We start out in roles of family bonding. As an older child, you are taught to look after your younger sibling, to lead by example. As a younger sibling, you strive to be equal to the older ones. There is always at least a type of competition between siblings, mostly for parents' approval. Eventually there will be a supposed leader of the pack, one sibling who emerges as the go to person. Maybe this sibling enjoys being the one in control, but circumstances may place him there beyond his control.
My mother had her favorite of my siblings, and it was not me. Yet, when her favorite showed signs of alcoholism, she came to me imploring that I talk to him. I was the middle child, he was the next to the oldest. She did not want to lose favor with him by discussing the situation. I admit I was a little honored to be chosen, but did not fully understand how this role would impact my future.
We all want to be there for our siblings to help out from time to time because life can be cruel and family is supposed offer unconditional love. Yet, in some situations this unconditional love can drain the life out of you. You soon put your own life, finances and sanity on the line to once again pick up pieces of a sibling's constantly irresponsible choice of actions. You must learn how to separate real needs from self irresponsible actions. Siblings begin to demand your help and often times they forget the hundreds of times you came to their aid in the past. They resent your interference even when they are calling on you.
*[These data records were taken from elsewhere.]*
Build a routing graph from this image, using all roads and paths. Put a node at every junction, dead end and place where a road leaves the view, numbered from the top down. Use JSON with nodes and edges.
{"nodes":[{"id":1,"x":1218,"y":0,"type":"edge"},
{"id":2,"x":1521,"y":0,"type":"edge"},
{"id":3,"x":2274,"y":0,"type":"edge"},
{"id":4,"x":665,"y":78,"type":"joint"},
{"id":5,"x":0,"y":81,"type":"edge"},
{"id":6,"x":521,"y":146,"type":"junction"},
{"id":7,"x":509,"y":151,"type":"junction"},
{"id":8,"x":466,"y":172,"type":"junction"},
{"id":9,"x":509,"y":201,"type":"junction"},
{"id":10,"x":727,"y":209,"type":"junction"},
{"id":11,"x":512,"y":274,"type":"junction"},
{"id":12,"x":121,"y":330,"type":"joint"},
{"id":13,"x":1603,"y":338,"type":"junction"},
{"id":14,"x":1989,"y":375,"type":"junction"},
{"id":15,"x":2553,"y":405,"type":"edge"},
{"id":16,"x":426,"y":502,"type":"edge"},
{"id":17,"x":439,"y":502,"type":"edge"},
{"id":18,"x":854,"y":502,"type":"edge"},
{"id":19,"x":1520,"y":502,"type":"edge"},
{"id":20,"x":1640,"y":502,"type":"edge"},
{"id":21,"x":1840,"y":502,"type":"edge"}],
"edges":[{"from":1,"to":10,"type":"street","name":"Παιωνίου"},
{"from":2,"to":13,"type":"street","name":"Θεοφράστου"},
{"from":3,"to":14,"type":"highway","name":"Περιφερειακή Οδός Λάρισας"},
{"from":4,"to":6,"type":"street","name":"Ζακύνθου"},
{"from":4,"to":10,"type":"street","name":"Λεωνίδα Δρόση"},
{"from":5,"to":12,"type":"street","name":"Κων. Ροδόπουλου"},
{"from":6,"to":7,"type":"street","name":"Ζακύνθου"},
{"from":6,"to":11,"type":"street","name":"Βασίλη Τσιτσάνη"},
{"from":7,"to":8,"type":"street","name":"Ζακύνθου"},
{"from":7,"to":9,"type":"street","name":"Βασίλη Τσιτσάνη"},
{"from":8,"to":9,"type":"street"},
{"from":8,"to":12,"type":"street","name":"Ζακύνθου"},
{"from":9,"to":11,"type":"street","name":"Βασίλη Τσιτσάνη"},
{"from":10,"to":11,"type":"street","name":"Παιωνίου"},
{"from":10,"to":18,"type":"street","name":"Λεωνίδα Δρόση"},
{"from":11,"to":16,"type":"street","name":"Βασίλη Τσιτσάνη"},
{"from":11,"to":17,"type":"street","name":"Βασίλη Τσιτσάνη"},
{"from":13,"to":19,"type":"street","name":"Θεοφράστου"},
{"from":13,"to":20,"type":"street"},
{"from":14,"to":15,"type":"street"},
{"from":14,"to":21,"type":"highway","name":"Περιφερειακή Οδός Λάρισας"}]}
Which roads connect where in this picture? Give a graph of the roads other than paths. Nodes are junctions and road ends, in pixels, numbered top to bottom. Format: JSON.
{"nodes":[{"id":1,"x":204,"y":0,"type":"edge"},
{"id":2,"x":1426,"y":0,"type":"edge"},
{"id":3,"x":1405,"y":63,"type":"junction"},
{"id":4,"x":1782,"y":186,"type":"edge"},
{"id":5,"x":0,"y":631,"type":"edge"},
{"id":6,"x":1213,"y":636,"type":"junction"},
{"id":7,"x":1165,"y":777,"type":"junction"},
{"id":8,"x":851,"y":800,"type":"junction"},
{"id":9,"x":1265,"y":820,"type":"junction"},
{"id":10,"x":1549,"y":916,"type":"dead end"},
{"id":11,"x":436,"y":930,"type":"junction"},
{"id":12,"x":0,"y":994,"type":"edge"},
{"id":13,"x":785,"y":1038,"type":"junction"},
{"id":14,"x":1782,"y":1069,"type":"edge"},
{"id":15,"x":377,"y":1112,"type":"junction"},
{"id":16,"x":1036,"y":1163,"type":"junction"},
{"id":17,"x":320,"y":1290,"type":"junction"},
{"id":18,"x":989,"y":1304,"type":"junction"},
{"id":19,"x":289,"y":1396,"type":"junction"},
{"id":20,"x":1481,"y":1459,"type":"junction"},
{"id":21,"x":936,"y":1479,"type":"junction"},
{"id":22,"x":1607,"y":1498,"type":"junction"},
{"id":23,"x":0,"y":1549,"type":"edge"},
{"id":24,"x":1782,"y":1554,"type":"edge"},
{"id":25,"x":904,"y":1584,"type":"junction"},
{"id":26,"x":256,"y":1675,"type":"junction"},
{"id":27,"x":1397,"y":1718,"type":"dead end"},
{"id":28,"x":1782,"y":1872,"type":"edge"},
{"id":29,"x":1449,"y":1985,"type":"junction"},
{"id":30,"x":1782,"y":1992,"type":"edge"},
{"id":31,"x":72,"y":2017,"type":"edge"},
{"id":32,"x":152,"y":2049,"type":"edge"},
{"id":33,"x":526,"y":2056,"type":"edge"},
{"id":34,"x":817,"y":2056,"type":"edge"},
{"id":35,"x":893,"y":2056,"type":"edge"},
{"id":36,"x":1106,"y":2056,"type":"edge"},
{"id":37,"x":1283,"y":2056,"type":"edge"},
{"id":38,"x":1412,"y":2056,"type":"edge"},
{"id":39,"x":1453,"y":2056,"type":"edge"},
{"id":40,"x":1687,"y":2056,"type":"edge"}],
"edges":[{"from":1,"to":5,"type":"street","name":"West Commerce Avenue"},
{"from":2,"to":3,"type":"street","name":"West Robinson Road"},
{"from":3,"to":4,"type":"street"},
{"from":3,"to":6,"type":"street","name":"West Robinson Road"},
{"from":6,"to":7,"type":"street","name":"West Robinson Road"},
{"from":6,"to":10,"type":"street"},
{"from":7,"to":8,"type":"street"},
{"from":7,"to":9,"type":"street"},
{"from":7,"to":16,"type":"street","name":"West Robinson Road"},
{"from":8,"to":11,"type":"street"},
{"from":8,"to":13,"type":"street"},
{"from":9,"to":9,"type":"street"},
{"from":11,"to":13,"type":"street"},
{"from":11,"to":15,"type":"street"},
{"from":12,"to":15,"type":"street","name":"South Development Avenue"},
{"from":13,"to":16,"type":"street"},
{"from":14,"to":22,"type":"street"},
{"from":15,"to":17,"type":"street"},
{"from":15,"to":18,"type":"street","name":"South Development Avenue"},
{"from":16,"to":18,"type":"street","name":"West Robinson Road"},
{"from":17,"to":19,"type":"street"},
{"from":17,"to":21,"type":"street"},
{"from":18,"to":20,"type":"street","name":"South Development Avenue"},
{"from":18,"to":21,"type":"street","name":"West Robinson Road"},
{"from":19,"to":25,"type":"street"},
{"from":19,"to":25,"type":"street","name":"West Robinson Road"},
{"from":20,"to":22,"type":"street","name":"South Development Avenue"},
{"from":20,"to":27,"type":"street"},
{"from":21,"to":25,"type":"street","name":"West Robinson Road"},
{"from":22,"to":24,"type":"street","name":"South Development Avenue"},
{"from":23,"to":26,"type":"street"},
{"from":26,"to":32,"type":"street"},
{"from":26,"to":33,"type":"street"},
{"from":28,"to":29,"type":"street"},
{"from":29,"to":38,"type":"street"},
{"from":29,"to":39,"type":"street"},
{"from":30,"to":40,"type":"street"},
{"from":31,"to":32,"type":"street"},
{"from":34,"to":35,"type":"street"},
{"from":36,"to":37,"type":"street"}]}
In my situation, I did come to the aid of my older brother at the request of my mother. I watched over him, I bailed him out, I loaned him money, I pleaded, I cried and I at one point physically restrained him to keep him from driving intoxicated. This continued for 10 years until in a drunken stupor he verbally attacked my wife. This drew the final line. He refused to change his behavior, my mother enabled his behavior while still expecting me to pick of the pieces. I had to come to terms with my aiding him was not helping him at all, but rather destroying me. Once I made this decision, my existence in the family was not needed. My other siblings, this particular brother and my own mother felt my resistance was due to the verbal altercation with my wife. While that was the turning point, she was definitely innocent in this decision. I decided the other siblings needed to take over for a change. It has been 15 years, I remain estranged from the family, my older brother has divorced twice (always the wife's fault of course). He still has a drinking problem, has one by one estranged the rest of my siblings and my mother still enables him.
Deciding when to quit picking up the pieces is an individual's choice to make. It does not make heroes out of you. It can destroy you. While everyone needs a helping hand sometimes in life, constantly picking up after the same individual signifies a deeper problem that you are most likely not qualified to solve.